Adenomyosis: junctional zone >12 mm, myometrial cysts, asymmetric uterus.

Management

Pathophysiology dictates management strategy. Management is detailed in endometriosis-staging and broader chronic pain management in chronic-pelvic-pain; here we link mechanism → treatment:

Cyclical bleeding into implants → menstrual suppression (continuous combined hormonal contraception, progestogens, GnRH analogues).
Local aromatase activity → aromatase inhibitors (specialist use; not first-line; reserved for refractory cases).
Progesterone resistance → use of progestogens specifically designed for receptor profile (dienogest 2 mg daily — strong evidence).
Lesion-driven mechanical pain and nerve infiltration → excisional surgery (excision > ablation evidence).
Endometrioma and ovarian reserve → balance pain control vs ovarian damage; cystectomy preserves more reserve than drainage + ablation.
Adenomyosis with bulky uterus and completed family → hysterectomy is definitive.
Adenomyosis wanting fertility → progestogens (Mirena particularly), GnRH analogues, IVF.
Infertility despite optimal disease management → assisted reproduction; surgery + IVF can be additive.

Red flags / pitfalls

Dismissing teenage dysmenorrhoea as "normal" — early endometriosis is common in teenagers; early diagnosis improves outcomes.
Confusing dyschezia with constipation — perimenstrual painful defaecation is a deep endometriosis flag.
Operating on a "simple cyst" without considering endometrioma — pre-op MRI clarifies and avoids inadequate surgery.
Hormonal suppression without explaining mechanism — patients abandon therapy when not properly counselled about why ongoing suppression matters.
Ablating deep disease — incomplete; needs excision.
Forgetting adenomyosis as a coexisting cause of pain — present in up to 80% of women with severe endometriosis.
Quoting fertility outcomes from rASRM stage alone — use EFI.
Not screening for IBS — coexists in up to 50%.

Evidence anchors

ESHRE Guideline: Endometriosis (2022).
NICE NG73 — Endometriosis: diagnosis and management.
Vercellini P, et al.
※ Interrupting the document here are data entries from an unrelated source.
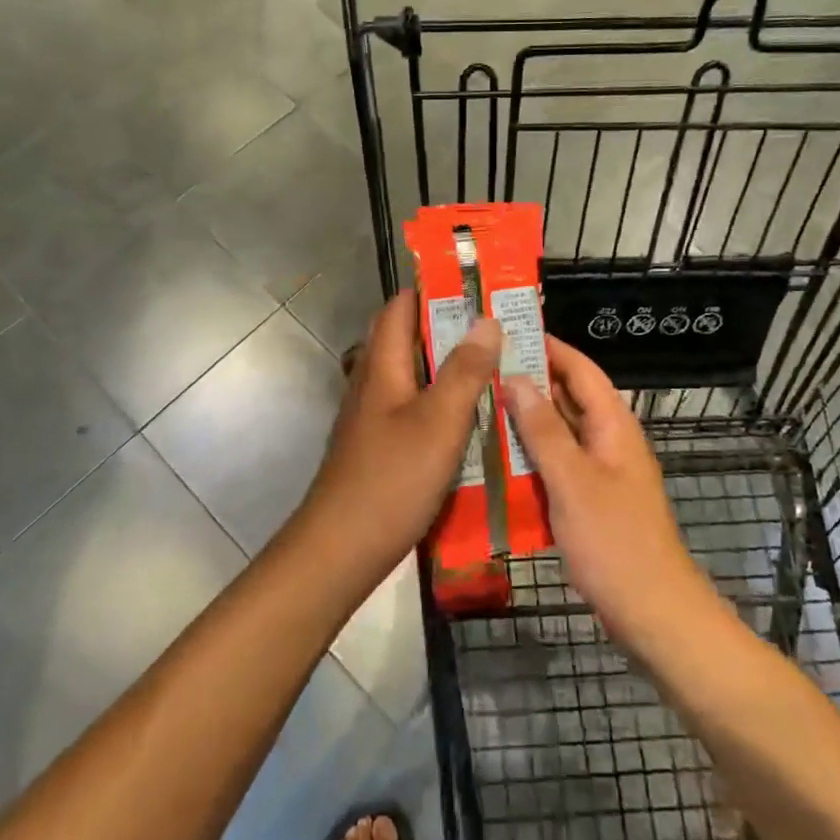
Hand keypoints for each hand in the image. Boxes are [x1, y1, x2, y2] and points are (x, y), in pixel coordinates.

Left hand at [297, 291, 502, 588]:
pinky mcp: (380, 446)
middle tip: (498, 332)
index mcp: (383, 365)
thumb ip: (465, 370)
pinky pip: (414, 408)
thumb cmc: (392, 478)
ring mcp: (373, 416)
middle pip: (409, 339)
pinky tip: (472, 421)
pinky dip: (442, 404)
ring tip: (496, 370)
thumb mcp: (440, 421)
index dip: (435, 291)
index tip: (478, 290)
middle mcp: (373, 382)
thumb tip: (486, 319)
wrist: (341, 549)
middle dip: (450, 329)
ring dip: (449, 368)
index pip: (401, 306)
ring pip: (414, 376)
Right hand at [503, 339, 710, 646]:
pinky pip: (555, 463)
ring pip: (557, 431)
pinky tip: (494, 457)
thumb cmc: (614, 541)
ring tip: (477, 404)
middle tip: (479, 367)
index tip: (506, 331)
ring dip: (524, 419)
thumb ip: (543, 429)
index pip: (580, 368)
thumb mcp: (572, 480)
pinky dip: (528, 454)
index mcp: (613, 425)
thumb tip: (515, 377)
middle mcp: (607, 439)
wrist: (652, 612)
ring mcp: (598, 471)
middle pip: (567, 397)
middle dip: (528, 380)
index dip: (547, 346)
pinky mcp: (588, 498)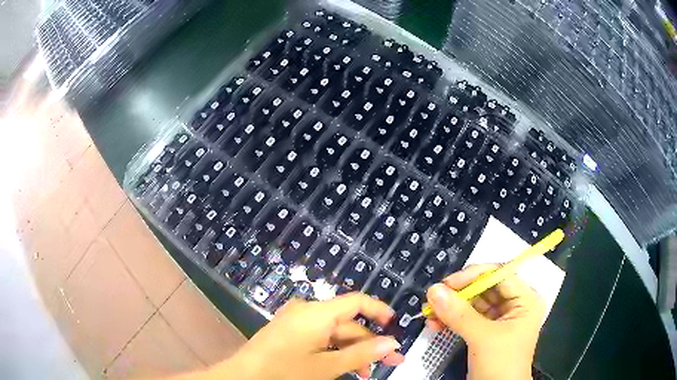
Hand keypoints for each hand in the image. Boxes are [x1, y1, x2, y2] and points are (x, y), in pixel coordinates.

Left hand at [208, 293, 404, 379]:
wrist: (244, 377)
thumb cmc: (285, 371)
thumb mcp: (327, 366)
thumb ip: (362, 354)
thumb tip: (393, 343)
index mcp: (317, 313)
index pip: (356, 301)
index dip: (379, 311)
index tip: (395, 326)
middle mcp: (308, 311)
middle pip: (348, 323)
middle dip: (370, 343)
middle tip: (390, 362)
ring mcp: (297, 322)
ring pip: (335, 334)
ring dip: (353, 351)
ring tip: (366, 373)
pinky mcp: (291, 332)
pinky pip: (320, 338)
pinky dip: (335, 351)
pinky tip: (345, 367)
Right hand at [426, 265, 544, 379]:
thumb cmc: (501, 364)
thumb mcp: (482, 338)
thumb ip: (459, 314)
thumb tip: (433, 290)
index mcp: (525, 300)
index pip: (499, 275)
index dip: (473, 276)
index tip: (447, 284)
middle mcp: (515, 305)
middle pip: (484, 288)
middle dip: (458, 294)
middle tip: (433, 298)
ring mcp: (500, 319)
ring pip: (473, 303)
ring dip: (451, 308)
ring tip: (430, 313)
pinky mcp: (486, 331)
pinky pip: (468, 318)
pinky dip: (452, 319)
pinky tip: (436, 323)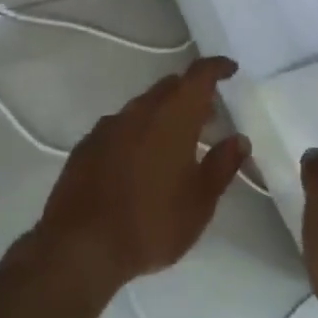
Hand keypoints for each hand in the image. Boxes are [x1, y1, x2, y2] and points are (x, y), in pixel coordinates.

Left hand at [31, 57, 250, 295]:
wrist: (79, 249)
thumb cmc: (152, 223)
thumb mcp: (200, 202)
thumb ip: (222, 165)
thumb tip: (238, 139)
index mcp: (172, 117)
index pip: (198, 76)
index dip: (216, 68)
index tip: (230, 69)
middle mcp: (138, 112)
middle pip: (169, 87)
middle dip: (190, 94)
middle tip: (208, 115)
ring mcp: (107, 128)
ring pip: (142, 107)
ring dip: (162, 114)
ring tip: (175, 142)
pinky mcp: (85, 148)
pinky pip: (119, 128)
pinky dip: (136, 133)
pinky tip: (139, 161)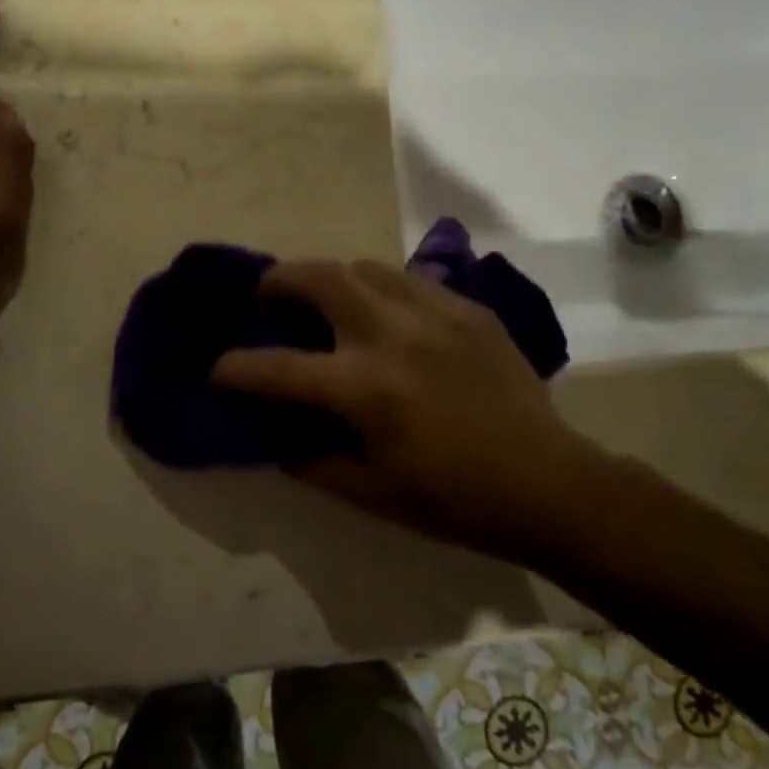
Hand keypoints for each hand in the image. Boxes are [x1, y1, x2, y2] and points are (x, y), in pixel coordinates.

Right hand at [211, 260, 600, 551]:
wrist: (548, 485)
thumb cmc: (453, 501)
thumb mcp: (370, 495)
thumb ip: (311, 461)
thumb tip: (276, 434)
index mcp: (365, 389)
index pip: (278, 368)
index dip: (236, 369)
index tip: (219, 369)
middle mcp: (393, 336)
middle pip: (319, 277)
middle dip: (279, 282)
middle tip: (270, 300)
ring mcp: (435, 314)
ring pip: (364, 267)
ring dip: (332, 281)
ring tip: (330, 307)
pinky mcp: (469, 310)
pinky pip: (410, 282)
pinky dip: (382, 293)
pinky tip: (390, 321)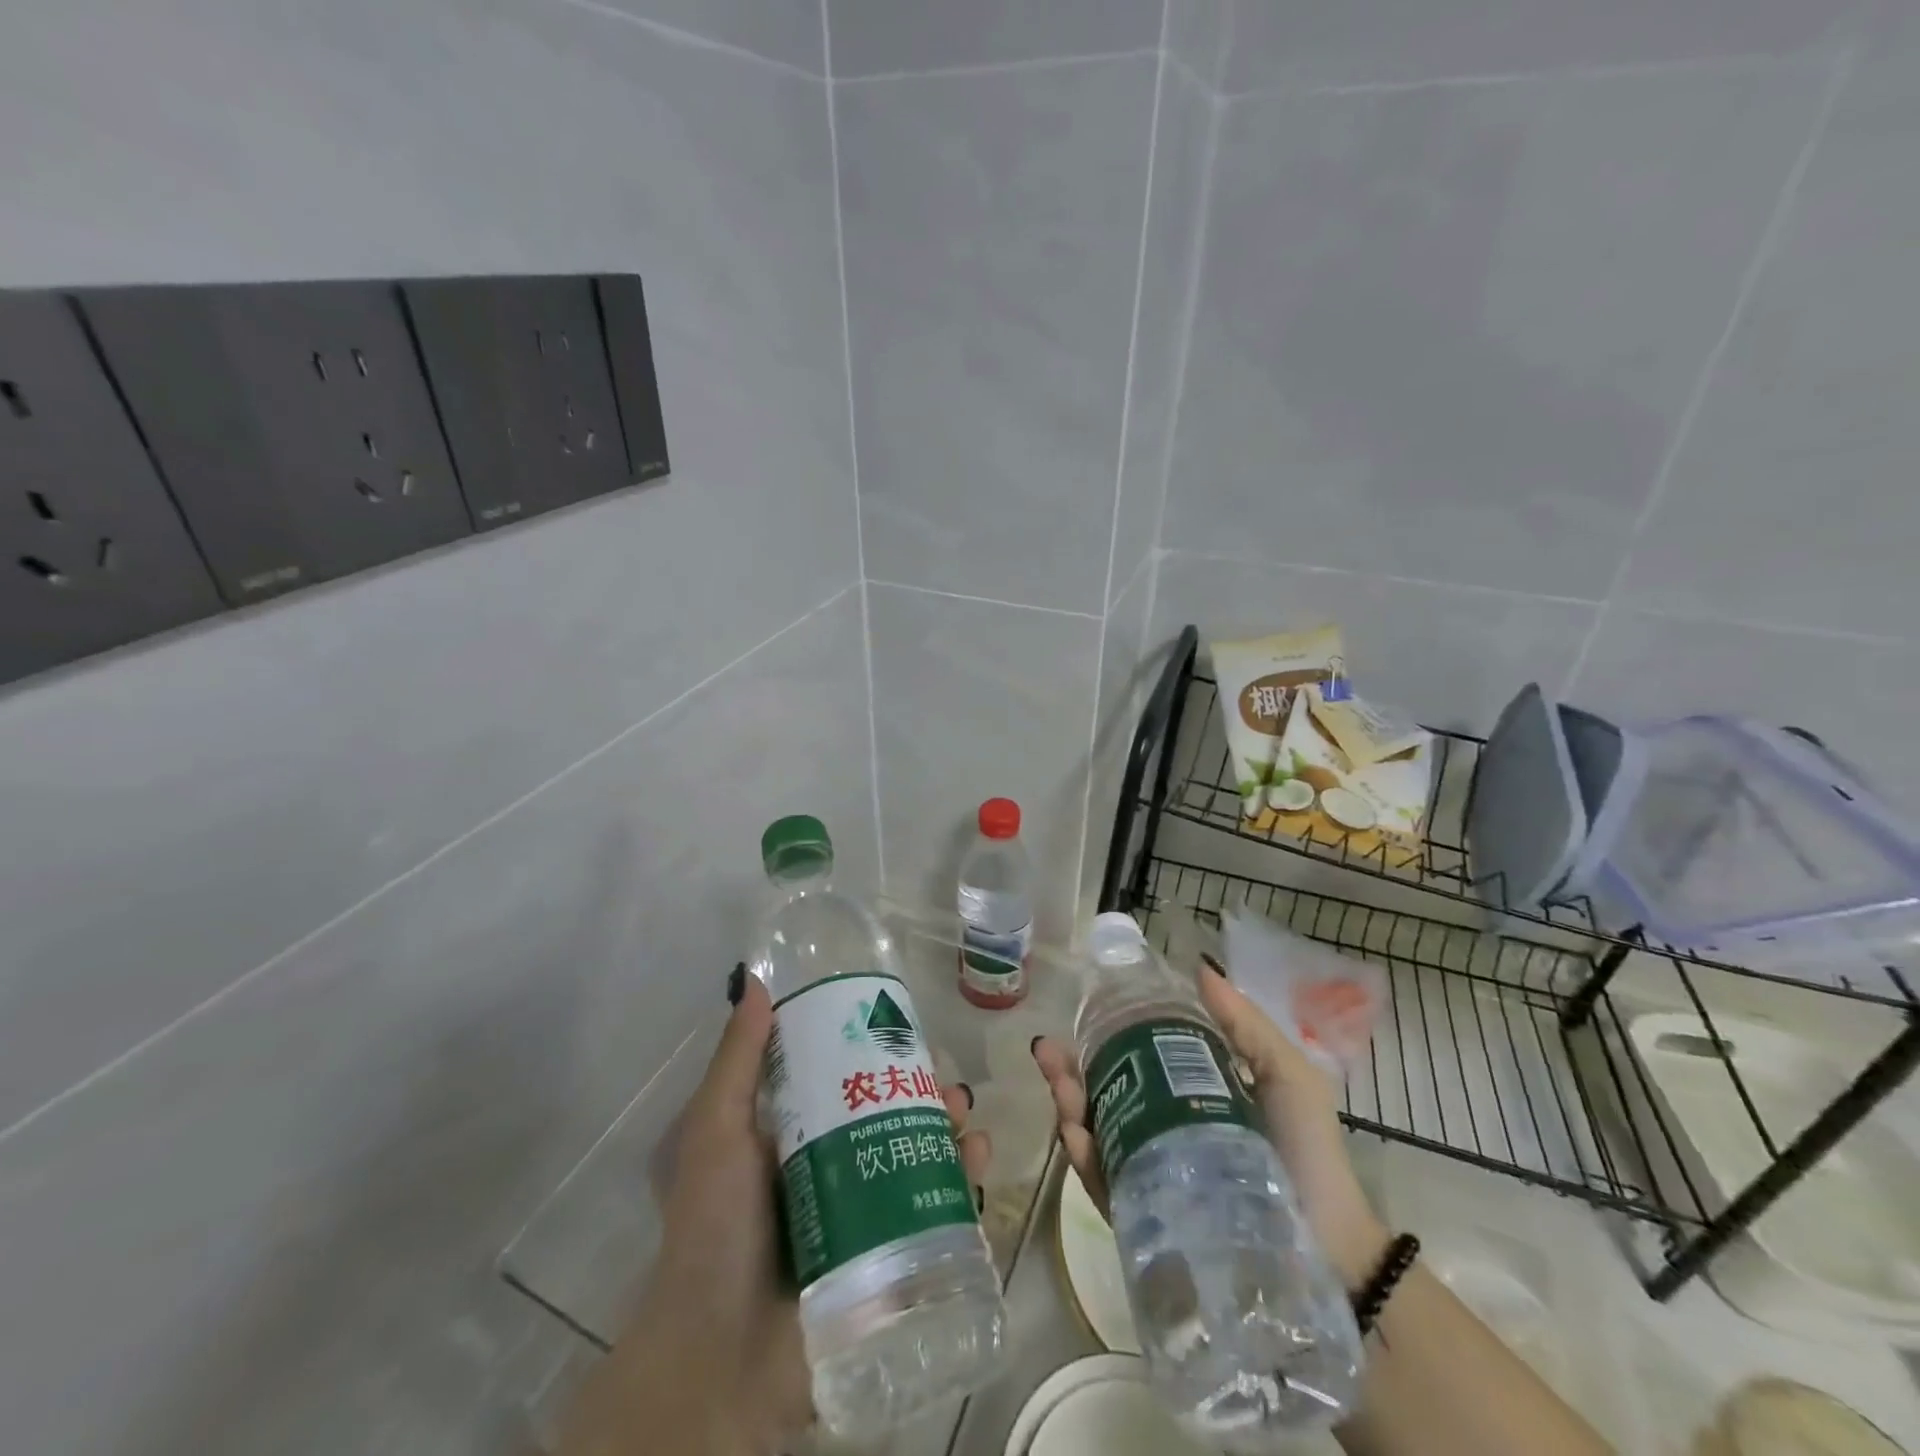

Endometriosis: pathogenesis and treatment. Nat Rev Endocrinol 2014.
Burney RO, Giudice LC. Pathogenesis and pathophysiology of endometriosis. Fertil Steril 2012.
Bulun SE. Endometriosis. N Engl J Med 2009 (still a foundational review).
Vannuccini S, Petraglia F. Recent advances in understanding and managing adenomyosis. F1000Res 2019.
Harmsen MJ, et al. MUSA criteria 2022.
World Endometriosis Society Consensus.